Did it work? Did it end the depression?
Yes and no. It relieved, but did not end the economic crisis. By 1940, 8 million Americans remained unemployed, down from 13 million in 1932, but still a goodly number. And the programs were costly. The federal debt almost doubled: from $22.5 billion to $40.5 billion.
Yet, it’s a bit unfair to judge the New Deal by that criterion alone. FDR’s agenda was two-fold: recovery and reform.
What was reformed? Primarily the federal government: its role was redefined and broadened. It became an active agent in addressing the harmful social and economic imbalances that were exposed in the depression.
Author David M. Kennedy identifies the word “security” as the touchstone, the leitmotif, of the New Deal: economic stability and predictability for everyone.
In FDR’s view, the owners of industry in the 1920s failed to pass along the fruits of high productivity by way of higher wages and lower prices. The social and economic gaps widened. With such private sector failure, the federal government was the only viable agency with the resources to stop the hemorrhaging.

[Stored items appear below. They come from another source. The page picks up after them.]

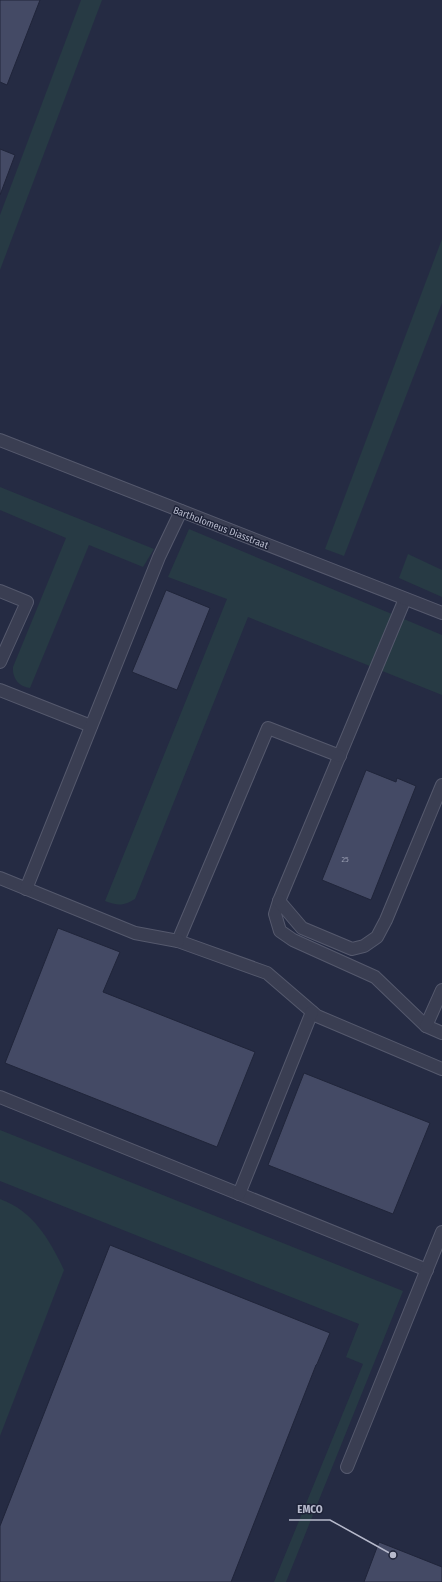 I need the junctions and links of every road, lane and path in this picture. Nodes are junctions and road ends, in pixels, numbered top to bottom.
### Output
1 (0, 440) edge
2 (181, 512) junction
3 (0, 592) edge
4 (405, 599) junction
5 (442, 614) edge
6 (0, 662) edge
7 (0, 690) edge
8 (91, 726) junction
9 (340, 756) junction
10 (442, 785) edge
11 (0, 878) edge
12 (26, 888) junction
13 (279, 901) junction
14 (178, 941) junction
15 (442, 990) edge
16 (312, 1012) junction
17 (426, 1026) junction
18 (442, 1033) edge
19 (442, 1069) edge
20 (0, 1097) edge
21 (239, 1194) junction
22 (442, 1232) edge
23 (427, 1270) junction
24 (347, 1468) dead end

1 - 2 street, Bartholomeus Diasstraat
2 - 4 street, Bartholomeus Diasstraat
2 - 8 street
3 - 6 street
4 - 5 street, Bartholomeus Diasstraat
4 - 9 street
7 - 8 street
8 - 12 street
9 - 13 street
9 - 14 street
10 - 13 street
11 - 12 street
12 - 14 street
13 - 17 street
14 - 16 street
15 - 17 street
16 - 19 street
16 - 21 street
17 - 18 street
20 - 21 street
21 - 23 street
22 - 23 street
23 - 24 street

That, of course, is a point of contention. Some feel the government moved in too fast and got too involved in the daily lives of citizens, and did so at the expense of free enterprise.
It is ironic that many government initiatives strongly resisted at the onset (Social Security and Medicare being prime examples) are ardently espoused once in place, as George Bush discovered when he tried to privatize a portion of Social Security and as President Obama is now learning when health reform threatens to diminish funding for Medicare.
Contrary to the position that the New Deal diminished capitalism, historians Samuel Morrison and Henry Comminger claim that FDR actually saved capitalism by helping “to rid it of its grosser abuses and to force it to accommodate the larger public interests.” That is, by assuring that “the common man has economic security as well as suffrage.”
In the 1952 presidential campaign, GOP candidate Dwight D. Eisenhower declared: “Should any political party attempt to abolish Social Security, Unemployment Insurance, eliminate Labor and Farm Programs, you would not hear of that party again in political history.”
A fitting testimony to the lasting legacy of the New Deal.
Lawrence E. Holst of Kennesaw is a retired pastor in the Evangelical Lutheran Church in America.